Natural Snowmaking Today

It doesn’t need a reason to snow in Little Cottonwood Canyon; it needs a reason to stop.” 
- Alta Meteorologist Mike Kok

The natural advantages of upper Little Cottonwood Canyon and the high terrain surrounding the Cottonwoods are on display today.  It doesn't look like much, but notice the weak radar reflectivities that have been lingering in the central Wasatch this afternoon.  Alta and upper Little Cottonwood Canyon identified with a red box.


Those weak radar returns have been producing about an inch an hour of low-density fluff at the Alta-Collins site this afternoon.  

Most of that snow growth is probably occurring at very low levels, some of it below the radar beam.  This is often a problem in shallow orographic storms, as illustrated conceptually in the figure below from my book Secrets of the Greatest Snow on Earth.

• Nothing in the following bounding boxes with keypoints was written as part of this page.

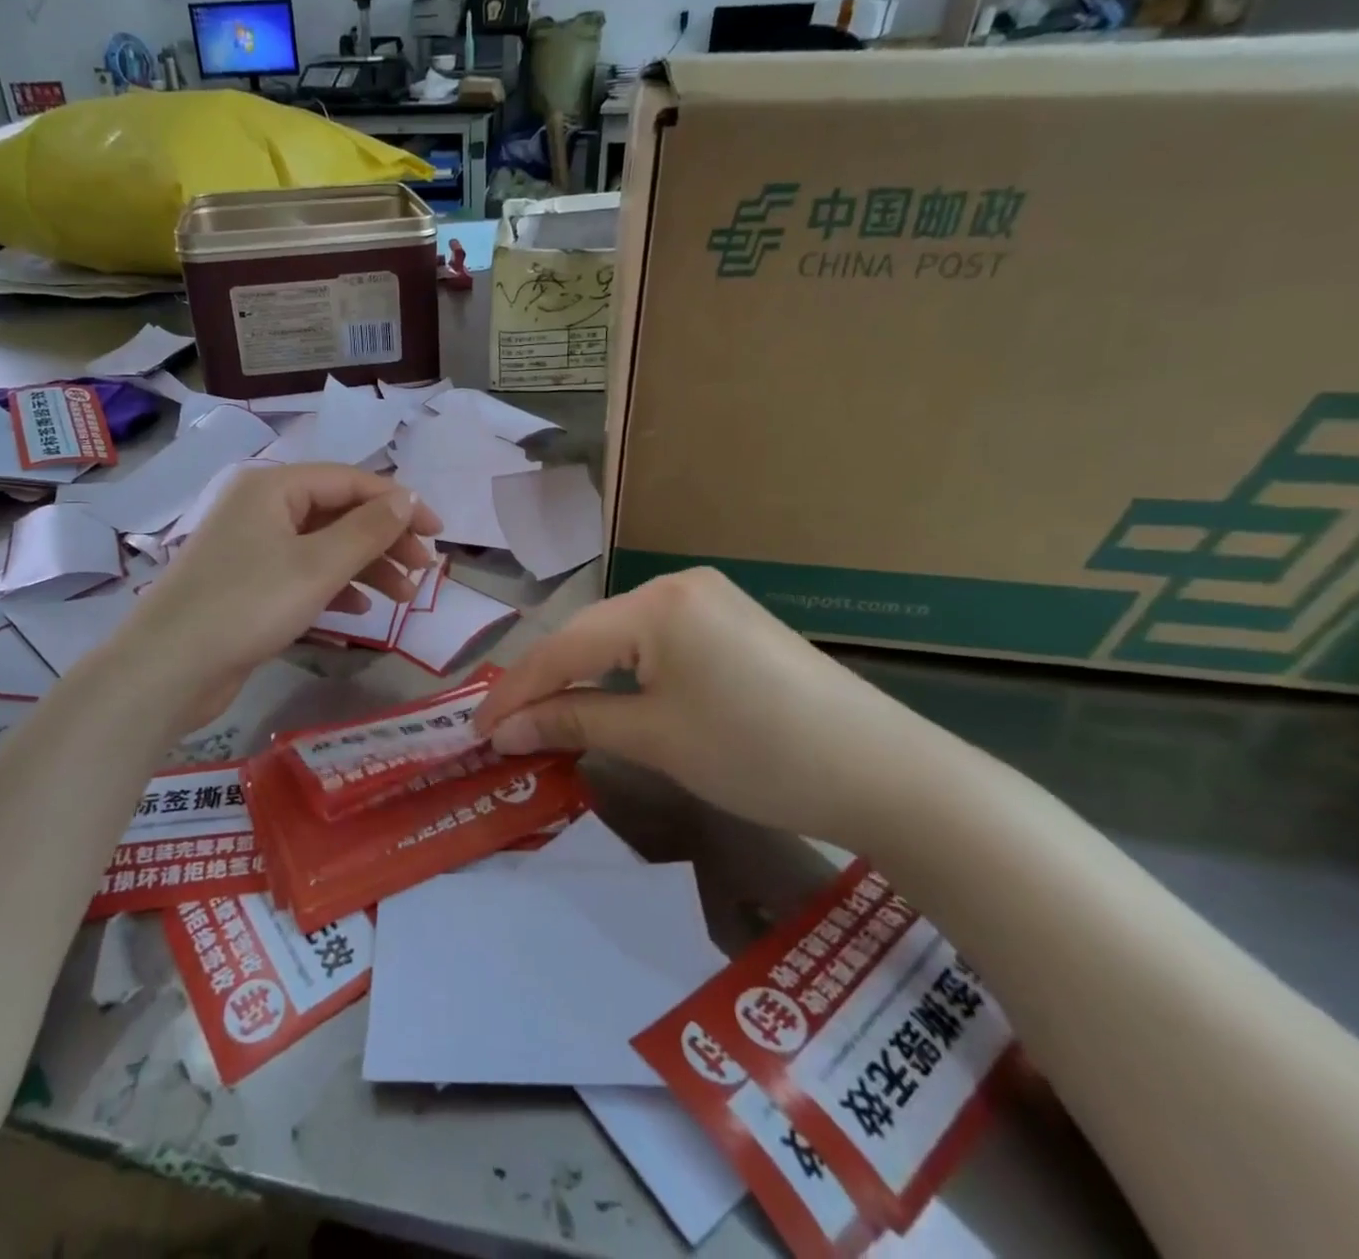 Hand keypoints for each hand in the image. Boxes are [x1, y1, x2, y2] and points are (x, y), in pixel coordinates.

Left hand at [111, 463, 442, 728]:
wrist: (169, 668)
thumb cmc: (248, 605)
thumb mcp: (318, 565)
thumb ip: (368, 529)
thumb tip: (407, 498)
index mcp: (274, 487)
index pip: (351, 481)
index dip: (399, 503)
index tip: (438, 533)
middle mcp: (262, 508)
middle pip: (339, 513)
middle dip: (385, 540)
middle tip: (423, 571)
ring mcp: (252, 547)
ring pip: (324, 546)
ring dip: (366, 567)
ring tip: (405, 598)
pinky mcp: (248, 584)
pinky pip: (304, 574)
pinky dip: (336, 588)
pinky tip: (361, 612)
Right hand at [472, 567, 902, 844]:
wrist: (884, 773)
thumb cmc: (758, 754)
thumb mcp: (655, 739)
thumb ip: (573, 723)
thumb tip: (505, 730)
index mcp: (657, 604)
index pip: (563, 647)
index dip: (514, 691)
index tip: (474, 730)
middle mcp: (676, 586)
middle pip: (586, 635)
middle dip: (542, 684)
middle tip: (502, 728)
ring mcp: (706, 600)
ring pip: (616, 639)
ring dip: (578, 679)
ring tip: (540, 718)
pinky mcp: (727, 623)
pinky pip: (651, 644)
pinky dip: (618, 675)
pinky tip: (602, 699) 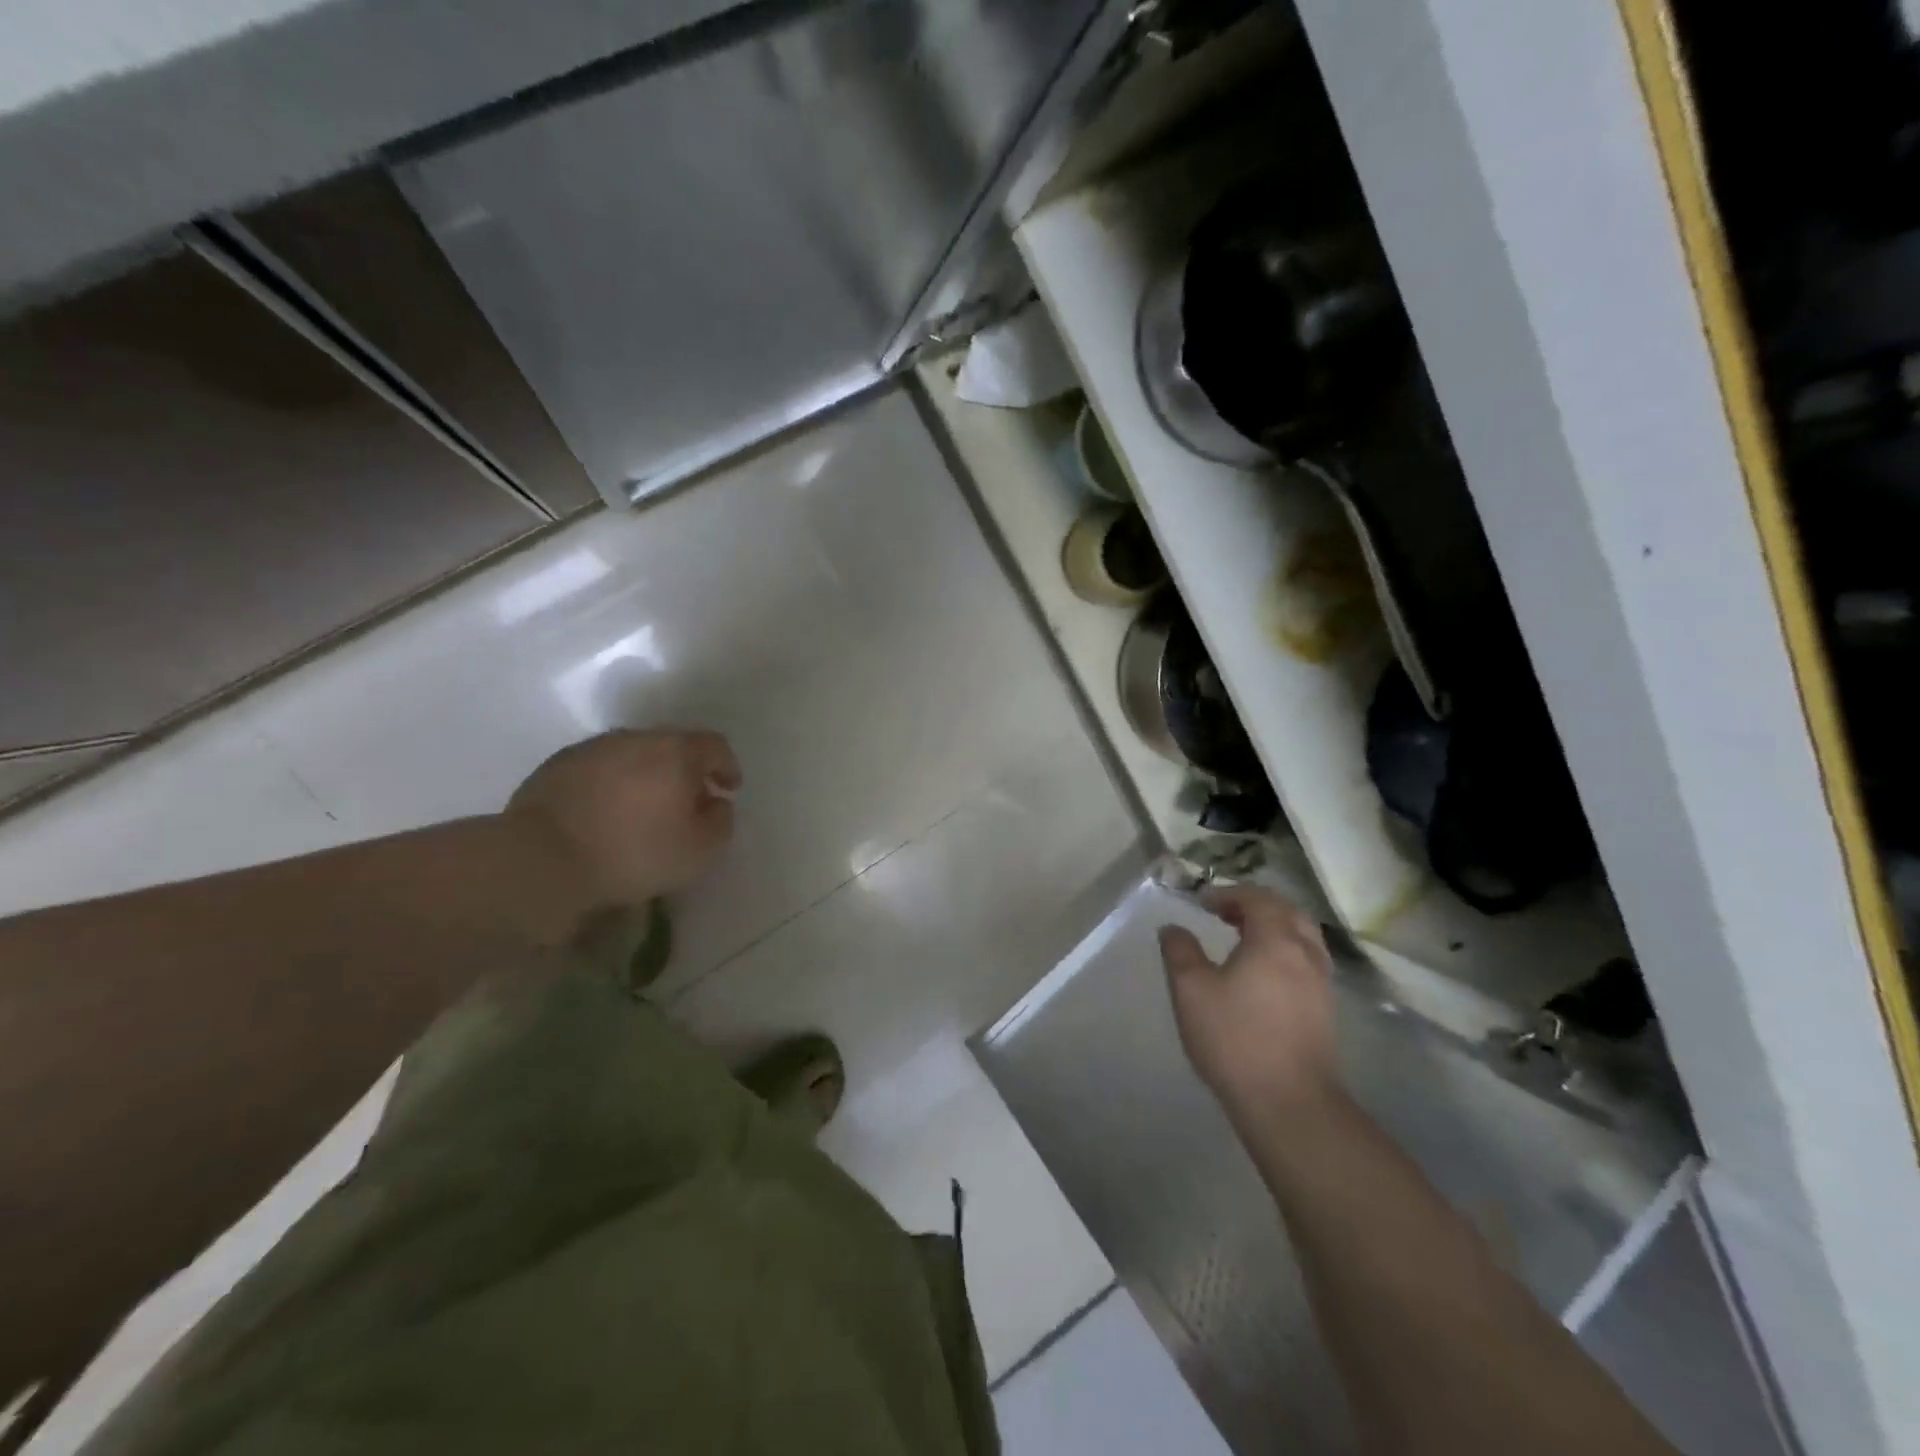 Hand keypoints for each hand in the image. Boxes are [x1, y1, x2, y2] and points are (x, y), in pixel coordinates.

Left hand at [506, 729, 740, 907]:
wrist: (541, 859)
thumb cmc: (633, 853)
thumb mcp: (699, 850)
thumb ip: (720, 821)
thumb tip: (716, 804)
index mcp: (676, 752)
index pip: (715, 746)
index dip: (727, 766)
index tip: (728, 789)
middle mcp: (636, 738)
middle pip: (673, 746)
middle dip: (686, 771)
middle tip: (688, 802)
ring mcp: (592, 749)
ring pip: (633, 755)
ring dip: (646, 776)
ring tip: (644, 810)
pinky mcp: (557, 766)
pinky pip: (599, 769)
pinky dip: (611, 785)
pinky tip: (605, 814)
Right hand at [1160, 886, 1340, 1126]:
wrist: (1290, 1104)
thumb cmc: (1235, 1039)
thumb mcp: (1191, 990)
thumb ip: (1180, 952)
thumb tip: (1173, 928)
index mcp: (1275, 939)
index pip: (1257, 898)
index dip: (1228, 894)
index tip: (1202, 903)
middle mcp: (1305, 953)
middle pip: (1286, 911)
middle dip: (1255, 905)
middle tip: (1224, 914)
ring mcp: (1321, 982)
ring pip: (1302, 936)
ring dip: (1273, 927)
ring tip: (1243, 939)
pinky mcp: (1325, 1010)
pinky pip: (1306, 960)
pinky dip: (1284, 950)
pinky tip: (1262, 973) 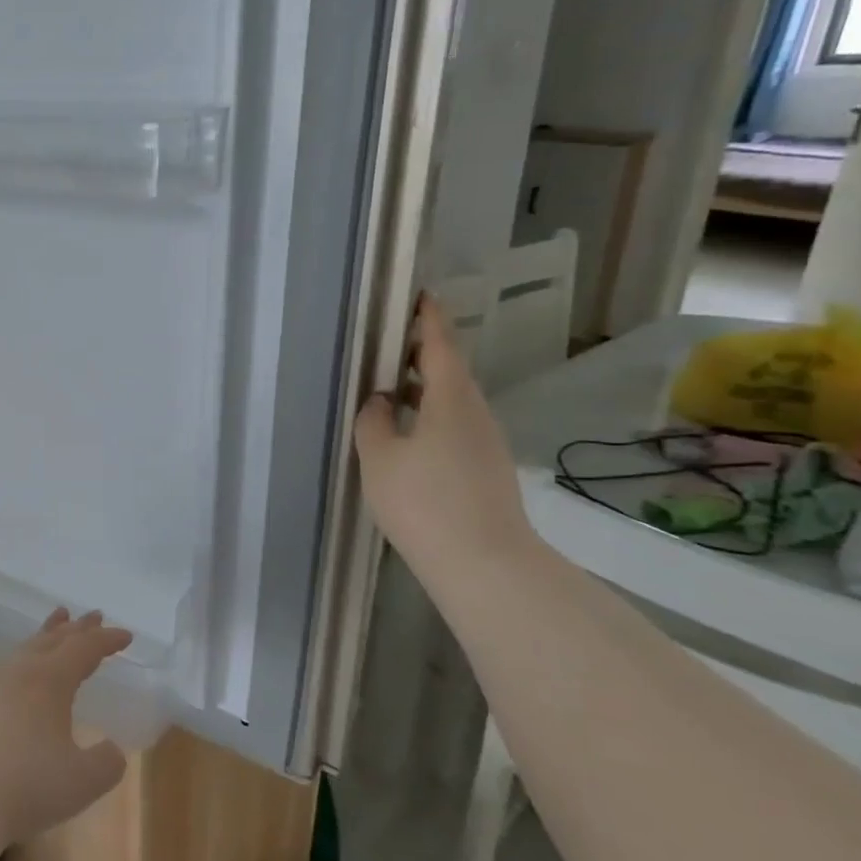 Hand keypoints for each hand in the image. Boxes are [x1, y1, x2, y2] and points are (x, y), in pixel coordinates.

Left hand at [0, 610, 131, 849]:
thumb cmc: (24, 785)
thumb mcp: (81, 782)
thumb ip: (105, 763)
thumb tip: (110, 750)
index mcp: (50, 680)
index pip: (84, 649)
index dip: (106, 641)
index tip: (125, 635)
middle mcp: (18, 673)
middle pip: (52, 640)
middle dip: (76, 628)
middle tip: (92, 615)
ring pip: (23, 650)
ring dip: (44, 637)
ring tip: (54, 627)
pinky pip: (3, 671)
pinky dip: (21, 663)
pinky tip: (17, 678)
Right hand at [354, 297, 539, 580]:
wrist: (484, 564)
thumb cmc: (424, 501)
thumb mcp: (380, 457)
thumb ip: (374, 421)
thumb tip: (381, 400)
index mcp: (451, 400)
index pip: (440, 346)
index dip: (429, 319)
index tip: (420, 296)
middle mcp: (475, 413)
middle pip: (451, 371)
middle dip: (424, 352)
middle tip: (393, 342)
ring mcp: (486, 442)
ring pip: (454, 401)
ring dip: (427, 386)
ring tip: (393, 387)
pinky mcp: (486, 468)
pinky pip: (456, 425)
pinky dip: (432, 414)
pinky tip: (410, 434) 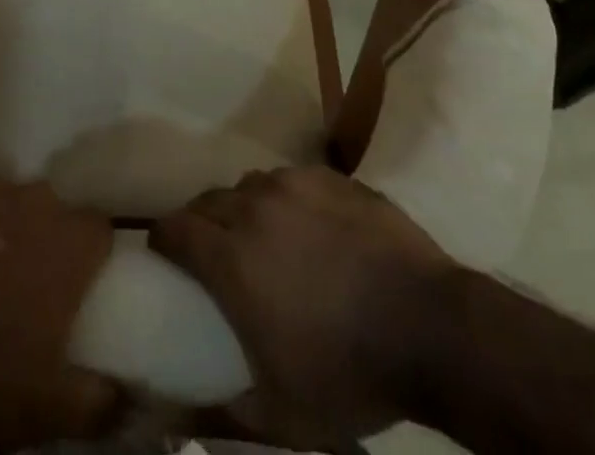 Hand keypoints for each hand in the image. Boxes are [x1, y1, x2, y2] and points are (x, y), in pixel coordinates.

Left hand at [0, 181, 121, 449]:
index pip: (101, 229)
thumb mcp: (45, 409)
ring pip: (14, 201)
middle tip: (39, 285)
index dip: (97, 256)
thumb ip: (99, 401)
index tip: (88, 286)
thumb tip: (126, 394)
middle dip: (54, 240)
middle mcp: (32, 203)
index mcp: (66, 245)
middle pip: (57, 210)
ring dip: (13, 228)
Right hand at [149, 167, 459, 448]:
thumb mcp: (283, 414)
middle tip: (213, 251)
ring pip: (249, 185)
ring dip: (244, 208)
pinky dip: (286, 200)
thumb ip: (225, 411)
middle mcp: (253, 207)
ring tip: (264, 237)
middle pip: (208, 200)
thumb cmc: (349, 372)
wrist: (431, 328)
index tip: (165, 255)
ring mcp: (293, 185)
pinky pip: (291, 179)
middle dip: (201, 222)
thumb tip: (175, 417)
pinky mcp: (329, 177)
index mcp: (231, 257)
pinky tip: (308, 227)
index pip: (174, 228)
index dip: (163, 240)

Source: Secrets of the Greatest Snow on Earth
If you look carefully at the radar loop above, you can see another area of light but persistent radar returns in the mountains southeast of north Salt Lake and Bountiful.  Here and in the Cottonwoods further south, the northwesterly flow is encountering pronounced concavities in the terrain thanks to the Avenues foothills and the Traverse Range, respectively, which extend westward from the main body of the Wasatch.  Coincidence?  I think not.